Il prossimo presidente Donald Trump avrà molte e contrastanti voci alle quali prestare orecchio. L’ala isolazionista sosterrà che altri governi dovrebbero prendere l’iniziativa nella Siria del dopoguerra. Altre voci ricorderanno tuttavia al tycoon che indebolire l’influenza iraniana, sostenere la sicurezza di Israele e la tregua in Libano rappresentano una delle più grandi vittorie che il nuovo governo federale avrebbe mai potuto sperare di ottenere. La pace in Medio Oriente è una delle più grandi ambizioni propagandistiche di Trump e, per raggiungerla anche solo per poco tempo, sarà disposto a fare della Siria un esempio.

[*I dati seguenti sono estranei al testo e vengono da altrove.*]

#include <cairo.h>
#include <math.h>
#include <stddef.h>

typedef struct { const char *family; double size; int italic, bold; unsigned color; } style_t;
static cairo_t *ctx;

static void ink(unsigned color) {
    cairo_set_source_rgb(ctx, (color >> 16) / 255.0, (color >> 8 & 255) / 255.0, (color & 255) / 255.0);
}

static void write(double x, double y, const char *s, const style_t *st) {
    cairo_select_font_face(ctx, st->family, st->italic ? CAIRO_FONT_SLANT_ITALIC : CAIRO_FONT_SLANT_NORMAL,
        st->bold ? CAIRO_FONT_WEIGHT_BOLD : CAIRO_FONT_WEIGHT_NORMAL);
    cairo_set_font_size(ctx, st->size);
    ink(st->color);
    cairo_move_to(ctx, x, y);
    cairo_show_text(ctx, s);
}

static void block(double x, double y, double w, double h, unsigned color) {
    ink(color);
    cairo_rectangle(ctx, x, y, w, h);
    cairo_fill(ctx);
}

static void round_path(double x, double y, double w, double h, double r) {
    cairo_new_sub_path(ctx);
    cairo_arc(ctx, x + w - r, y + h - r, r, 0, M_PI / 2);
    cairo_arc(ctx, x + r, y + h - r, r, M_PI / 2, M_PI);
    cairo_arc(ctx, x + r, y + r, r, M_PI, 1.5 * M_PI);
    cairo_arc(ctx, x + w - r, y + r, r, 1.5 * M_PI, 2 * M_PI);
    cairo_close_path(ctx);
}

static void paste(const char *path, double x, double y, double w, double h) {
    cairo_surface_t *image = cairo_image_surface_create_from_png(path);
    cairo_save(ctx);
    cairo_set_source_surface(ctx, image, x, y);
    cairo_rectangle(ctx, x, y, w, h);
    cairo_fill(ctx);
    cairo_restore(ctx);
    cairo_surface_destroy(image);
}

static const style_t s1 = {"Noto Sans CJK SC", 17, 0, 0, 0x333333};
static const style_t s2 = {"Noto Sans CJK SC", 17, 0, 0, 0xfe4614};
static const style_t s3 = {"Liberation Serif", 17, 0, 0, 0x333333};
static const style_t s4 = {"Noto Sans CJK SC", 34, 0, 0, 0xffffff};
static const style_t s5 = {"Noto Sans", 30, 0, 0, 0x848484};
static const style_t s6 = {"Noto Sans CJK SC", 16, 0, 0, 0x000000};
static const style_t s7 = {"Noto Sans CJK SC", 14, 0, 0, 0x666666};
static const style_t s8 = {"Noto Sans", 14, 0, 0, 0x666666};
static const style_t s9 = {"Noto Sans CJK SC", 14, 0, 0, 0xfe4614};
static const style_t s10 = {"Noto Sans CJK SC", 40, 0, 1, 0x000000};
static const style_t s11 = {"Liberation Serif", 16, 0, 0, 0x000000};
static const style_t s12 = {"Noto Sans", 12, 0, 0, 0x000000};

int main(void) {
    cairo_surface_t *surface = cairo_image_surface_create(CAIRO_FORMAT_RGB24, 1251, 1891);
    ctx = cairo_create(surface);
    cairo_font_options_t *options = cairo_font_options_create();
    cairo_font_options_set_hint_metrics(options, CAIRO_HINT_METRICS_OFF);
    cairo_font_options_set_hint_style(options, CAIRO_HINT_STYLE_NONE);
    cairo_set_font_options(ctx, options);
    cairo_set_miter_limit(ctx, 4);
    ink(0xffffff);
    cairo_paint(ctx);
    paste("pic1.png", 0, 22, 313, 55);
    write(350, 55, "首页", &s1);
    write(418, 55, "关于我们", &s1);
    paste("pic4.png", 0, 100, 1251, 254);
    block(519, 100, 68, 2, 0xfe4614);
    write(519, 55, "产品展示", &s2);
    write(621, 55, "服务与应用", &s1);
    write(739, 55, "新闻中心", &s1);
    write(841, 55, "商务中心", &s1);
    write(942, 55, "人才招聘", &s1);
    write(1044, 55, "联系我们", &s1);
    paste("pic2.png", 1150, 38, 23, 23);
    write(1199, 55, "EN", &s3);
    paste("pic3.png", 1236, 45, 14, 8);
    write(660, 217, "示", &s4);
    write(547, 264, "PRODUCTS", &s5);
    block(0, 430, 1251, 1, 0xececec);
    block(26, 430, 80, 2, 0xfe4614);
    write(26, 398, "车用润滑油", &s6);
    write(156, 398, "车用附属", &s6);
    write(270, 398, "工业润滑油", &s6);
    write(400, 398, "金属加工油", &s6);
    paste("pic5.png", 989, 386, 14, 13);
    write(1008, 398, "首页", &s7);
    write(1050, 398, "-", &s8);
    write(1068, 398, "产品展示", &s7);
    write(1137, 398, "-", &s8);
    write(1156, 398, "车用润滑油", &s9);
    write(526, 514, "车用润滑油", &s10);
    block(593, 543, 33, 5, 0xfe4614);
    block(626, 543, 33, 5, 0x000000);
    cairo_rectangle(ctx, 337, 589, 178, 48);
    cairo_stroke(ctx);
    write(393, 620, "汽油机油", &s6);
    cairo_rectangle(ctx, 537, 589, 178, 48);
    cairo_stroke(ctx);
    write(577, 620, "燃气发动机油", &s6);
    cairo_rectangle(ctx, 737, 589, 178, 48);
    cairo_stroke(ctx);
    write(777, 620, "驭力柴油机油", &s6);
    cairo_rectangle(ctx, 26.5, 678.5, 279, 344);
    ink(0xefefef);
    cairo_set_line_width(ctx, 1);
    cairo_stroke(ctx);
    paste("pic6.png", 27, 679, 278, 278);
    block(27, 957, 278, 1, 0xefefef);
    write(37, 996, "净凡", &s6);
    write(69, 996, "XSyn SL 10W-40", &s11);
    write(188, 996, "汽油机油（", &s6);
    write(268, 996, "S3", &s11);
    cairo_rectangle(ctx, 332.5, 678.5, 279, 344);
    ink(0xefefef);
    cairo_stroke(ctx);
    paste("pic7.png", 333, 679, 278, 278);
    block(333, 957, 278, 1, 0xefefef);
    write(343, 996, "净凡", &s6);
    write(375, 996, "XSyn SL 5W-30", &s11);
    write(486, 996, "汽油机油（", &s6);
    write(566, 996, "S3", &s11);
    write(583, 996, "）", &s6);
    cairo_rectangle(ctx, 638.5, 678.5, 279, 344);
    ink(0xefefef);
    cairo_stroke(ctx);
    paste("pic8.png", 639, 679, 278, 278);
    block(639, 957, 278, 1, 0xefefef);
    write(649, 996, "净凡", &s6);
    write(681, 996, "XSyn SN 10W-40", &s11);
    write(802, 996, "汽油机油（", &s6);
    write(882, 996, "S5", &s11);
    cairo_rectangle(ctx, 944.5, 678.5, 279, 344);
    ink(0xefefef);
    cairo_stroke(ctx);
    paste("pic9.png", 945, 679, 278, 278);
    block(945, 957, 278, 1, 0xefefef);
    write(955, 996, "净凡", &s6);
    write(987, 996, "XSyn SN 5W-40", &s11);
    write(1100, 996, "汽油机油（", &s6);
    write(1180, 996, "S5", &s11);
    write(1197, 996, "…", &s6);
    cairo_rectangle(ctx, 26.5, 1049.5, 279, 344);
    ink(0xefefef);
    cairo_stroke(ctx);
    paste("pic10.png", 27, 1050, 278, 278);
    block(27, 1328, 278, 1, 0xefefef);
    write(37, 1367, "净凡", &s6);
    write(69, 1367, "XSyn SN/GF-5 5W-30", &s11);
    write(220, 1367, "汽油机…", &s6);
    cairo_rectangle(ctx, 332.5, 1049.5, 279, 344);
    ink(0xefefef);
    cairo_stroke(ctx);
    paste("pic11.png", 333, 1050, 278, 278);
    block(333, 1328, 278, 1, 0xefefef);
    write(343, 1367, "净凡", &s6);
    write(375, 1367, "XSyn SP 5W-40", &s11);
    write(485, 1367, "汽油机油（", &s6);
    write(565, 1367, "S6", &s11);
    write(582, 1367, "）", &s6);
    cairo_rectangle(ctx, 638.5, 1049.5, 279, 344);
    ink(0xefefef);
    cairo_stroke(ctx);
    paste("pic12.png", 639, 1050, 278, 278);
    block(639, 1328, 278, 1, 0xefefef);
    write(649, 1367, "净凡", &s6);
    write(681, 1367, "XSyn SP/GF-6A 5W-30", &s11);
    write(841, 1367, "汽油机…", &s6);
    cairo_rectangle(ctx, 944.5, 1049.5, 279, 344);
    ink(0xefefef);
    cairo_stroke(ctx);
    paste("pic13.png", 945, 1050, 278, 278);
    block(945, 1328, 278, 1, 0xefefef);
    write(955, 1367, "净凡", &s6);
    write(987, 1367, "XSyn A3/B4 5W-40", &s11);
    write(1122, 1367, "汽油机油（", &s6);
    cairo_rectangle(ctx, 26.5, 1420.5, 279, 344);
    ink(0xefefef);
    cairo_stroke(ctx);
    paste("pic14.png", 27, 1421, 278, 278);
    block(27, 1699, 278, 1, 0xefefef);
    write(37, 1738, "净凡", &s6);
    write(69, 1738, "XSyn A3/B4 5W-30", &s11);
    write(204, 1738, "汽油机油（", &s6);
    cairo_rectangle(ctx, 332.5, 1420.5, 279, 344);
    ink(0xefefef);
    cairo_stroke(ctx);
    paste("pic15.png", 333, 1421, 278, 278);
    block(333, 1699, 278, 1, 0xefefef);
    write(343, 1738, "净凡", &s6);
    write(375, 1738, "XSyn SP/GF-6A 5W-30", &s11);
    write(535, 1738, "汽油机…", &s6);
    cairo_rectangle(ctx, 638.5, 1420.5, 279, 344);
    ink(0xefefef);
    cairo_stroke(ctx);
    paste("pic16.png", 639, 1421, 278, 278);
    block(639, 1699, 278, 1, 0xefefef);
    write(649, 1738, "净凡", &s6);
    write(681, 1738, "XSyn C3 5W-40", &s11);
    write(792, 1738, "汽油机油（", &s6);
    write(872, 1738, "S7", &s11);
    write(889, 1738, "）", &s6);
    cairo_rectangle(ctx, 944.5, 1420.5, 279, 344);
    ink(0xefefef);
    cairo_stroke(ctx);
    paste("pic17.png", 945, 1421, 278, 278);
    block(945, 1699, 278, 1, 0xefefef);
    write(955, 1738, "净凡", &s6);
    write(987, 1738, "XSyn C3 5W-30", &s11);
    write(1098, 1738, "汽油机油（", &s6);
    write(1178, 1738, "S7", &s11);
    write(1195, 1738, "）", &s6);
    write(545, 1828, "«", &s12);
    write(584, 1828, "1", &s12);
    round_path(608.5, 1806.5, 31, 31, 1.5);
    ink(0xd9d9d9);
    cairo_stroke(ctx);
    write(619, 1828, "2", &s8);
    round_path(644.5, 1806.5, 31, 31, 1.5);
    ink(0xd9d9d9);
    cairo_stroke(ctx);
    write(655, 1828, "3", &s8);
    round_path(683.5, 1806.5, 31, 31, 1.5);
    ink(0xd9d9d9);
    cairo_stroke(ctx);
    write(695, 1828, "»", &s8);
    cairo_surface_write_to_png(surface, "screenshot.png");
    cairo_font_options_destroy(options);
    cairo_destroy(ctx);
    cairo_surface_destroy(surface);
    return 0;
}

Il pragmatismo che forze siriane diverse tra loro hanno messo in campo per rovesciare Assad potrebbe però presto sgretolarsi. Le forze combattenti sembrano potersi coordinare ancora per preservare una struttura di governance temporanea, ma poi le differenze verranno fuori. Probabilmente anche in maniera violenta. I due timori più grandi dei siriani sono ora lo scoppio di una nuova guerra civile e l’invasione di un altro pezzo di territorio nazionale da parte di Israele, dopo le contese Alture del Golan. Il dibattito interno alla Siria è fervente. Staremo a vedere in cosa si tradurrà.